- WHAT THE TASK ASKS
Scan the entries below and return each line that contains "Merckenbuschweg".

Saved entries

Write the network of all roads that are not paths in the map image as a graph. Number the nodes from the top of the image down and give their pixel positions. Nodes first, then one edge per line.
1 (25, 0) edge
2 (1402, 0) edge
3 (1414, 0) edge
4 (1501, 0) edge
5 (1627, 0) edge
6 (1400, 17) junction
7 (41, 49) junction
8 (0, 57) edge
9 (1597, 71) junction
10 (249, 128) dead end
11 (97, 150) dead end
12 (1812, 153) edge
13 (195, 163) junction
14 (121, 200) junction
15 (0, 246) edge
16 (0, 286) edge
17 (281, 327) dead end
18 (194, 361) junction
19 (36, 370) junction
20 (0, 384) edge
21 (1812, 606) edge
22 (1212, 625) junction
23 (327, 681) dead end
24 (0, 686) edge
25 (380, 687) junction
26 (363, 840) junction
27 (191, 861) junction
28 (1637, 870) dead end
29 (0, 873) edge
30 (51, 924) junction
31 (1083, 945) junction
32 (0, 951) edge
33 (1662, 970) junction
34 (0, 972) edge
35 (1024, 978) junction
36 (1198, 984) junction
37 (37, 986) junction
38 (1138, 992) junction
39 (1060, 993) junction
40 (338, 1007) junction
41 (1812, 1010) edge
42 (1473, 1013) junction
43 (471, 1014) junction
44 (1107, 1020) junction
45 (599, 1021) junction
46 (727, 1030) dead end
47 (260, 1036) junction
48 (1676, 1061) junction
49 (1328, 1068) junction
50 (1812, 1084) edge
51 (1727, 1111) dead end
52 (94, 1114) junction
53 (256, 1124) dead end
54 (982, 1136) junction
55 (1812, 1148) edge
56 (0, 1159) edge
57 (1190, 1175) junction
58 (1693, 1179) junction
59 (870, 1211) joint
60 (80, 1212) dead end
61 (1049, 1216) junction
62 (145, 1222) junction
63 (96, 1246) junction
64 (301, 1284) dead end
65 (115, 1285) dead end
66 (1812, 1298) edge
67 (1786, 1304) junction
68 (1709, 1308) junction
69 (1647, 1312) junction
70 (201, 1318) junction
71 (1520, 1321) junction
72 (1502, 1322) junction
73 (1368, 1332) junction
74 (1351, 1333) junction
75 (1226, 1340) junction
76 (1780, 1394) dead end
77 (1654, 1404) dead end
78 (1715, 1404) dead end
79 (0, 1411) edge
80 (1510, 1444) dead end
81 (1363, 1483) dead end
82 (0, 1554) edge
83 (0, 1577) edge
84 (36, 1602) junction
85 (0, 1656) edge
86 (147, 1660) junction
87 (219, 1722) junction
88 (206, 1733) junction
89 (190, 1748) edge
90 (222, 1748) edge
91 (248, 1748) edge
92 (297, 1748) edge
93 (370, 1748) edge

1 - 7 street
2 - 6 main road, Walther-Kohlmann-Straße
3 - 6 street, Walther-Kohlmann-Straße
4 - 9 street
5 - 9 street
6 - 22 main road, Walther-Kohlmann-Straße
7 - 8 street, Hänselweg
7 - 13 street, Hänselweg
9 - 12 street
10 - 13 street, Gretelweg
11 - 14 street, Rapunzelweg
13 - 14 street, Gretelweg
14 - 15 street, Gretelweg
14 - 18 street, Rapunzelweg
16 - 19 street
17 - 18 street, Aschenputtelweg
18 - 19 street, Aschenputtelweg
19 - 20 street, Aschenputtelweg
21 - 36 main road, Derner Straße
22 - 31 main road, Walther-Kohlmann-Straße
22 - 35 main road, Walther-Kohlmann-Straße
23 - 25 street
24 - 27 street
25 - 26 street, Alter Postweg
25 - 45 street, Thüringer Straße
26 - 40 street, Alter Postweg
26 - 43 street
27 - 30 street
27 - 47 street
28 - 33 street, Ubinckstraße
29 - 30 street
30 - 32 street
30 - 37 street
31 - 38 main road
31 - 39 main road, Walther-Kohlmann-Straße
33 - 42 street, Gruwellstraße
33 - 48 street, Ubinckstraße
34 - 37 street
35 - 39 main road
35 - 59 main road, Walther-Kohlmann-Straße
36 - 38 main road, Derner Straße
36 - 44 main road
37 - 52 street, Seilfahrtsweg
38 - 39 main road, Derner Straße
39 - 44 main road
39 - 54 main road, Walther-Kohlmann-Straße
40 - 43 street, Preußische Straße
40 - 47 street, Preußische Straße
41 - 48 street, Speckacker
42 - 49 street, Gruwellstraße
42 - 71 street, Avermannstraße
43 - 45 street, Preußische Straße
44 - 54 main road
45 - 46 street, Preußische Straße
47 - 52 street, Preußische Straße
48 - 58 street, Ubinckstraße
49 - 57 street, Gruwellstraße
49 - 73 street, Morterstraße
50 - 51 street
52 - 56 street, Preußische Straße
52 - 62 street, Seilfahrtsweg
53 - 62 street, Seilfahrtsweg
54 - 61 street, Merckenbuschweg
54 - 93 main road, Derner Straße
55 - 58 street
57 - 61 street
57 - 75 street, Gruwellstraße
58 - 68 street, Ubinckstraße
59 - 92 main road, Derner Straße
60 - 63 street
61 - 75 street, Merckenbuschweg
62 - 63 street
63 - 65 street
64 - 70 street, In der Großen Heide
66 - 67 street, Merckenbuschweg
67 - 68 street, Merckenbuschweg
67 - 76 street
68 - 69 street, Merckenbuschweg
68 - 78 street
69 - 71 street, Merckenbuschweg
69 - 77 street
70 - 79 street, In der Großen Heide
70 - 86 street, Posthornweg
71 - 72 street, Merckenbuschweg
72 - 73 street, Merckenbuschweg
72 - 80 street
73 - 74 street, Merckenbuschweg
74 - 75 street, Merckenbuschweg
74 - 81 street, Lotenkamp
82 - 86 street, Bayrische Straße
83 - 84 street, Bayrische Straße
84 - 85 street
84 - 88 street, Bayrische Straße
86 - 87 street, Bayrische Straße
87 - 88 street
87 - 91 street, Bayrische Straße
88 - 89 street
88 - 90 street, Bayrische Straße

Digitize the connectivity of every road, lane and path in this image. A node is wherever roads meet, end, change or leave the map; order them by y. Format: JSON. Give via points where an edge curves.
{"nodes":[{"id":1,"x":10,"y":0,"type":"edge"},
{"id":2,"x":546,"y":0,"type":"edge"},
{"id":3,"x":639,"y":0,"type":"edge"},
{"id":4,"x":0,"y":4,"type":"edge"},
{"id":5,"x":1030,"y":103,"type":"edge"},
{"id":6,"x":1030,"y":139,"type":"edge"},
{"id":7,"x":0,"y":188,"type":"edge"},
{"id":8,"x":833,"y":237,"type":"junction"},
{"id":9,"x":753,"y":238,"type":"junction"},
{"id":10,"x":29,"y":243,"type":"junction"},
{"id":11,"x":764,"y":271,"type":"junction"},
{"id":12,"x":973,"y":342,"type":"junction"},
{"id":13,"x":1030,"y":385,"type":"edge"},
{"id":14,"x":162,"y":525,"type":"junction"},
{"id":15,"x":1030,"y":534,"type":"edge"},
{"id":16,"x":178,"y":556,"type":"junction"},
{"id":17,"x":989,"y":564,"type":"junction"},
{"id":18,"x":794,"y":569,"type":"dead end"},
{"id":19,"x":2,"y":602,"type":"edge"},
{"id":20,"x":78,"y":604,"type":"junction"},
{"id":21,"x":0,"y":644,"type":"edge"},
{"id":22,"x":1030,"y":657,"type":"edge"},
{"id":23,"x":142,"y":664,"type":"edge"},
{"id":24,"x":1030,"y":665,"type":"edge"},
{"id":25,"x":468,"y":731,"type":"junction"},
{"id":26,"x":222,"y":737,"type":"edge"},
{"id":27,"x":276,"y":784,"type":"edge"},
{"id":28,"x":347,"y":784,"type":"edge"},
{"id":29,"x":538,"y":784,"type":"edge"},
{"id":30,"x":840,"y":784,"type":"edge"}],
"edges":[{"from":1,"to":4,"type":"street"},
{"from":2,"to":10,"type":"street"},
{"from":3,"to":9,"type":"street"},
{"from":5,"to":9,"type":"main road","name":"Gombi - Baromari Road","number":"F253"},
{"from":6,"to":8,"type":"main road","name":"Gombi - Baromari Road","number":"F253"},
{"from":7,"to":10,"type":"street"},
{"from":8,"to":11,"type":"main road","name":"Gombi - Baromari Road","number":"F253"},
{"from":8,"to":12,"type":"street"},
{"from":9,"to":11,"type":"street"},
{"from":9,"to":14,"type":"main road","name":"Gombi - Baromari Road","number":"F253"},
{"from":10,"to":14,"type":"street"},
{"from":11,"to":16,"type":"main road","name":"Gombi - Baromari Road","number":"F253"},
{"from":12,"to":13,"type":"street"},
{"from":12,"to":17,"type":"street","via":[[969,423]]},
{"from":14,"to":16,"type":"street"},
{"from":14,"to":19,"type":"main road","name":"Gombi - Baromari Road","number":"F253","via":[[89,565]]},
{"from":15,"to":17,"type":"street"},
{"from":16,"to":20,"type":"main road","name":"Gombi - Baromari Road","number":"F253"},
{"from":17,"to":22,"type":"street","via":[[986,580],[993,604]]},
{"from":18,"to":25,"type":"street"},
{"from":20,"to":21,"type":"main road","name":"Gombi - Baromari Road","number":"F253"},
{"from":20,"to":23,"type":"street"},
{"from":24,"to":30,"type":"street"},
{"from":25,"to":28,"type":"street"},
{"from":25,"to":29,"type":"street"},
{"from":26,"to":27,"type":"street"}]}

- EXERCISE RESPONSE
54 - 61 street, Merckenbuschweg
61 - 75 street, Merckenbuschweg
66 - 67 street, Merckenbuschweg
67 - 68 street, Merckenbuschweg
68 - 69 street, Merckenbuschweg
69 - 71 street, Merckenbuschweg
71 - 72 street, Merckenbuschweg
72 - 73 street, Merckenbuschweg
73 - 74 street, Merckenbuschweg
74 - 75 street, Merckenbuschweg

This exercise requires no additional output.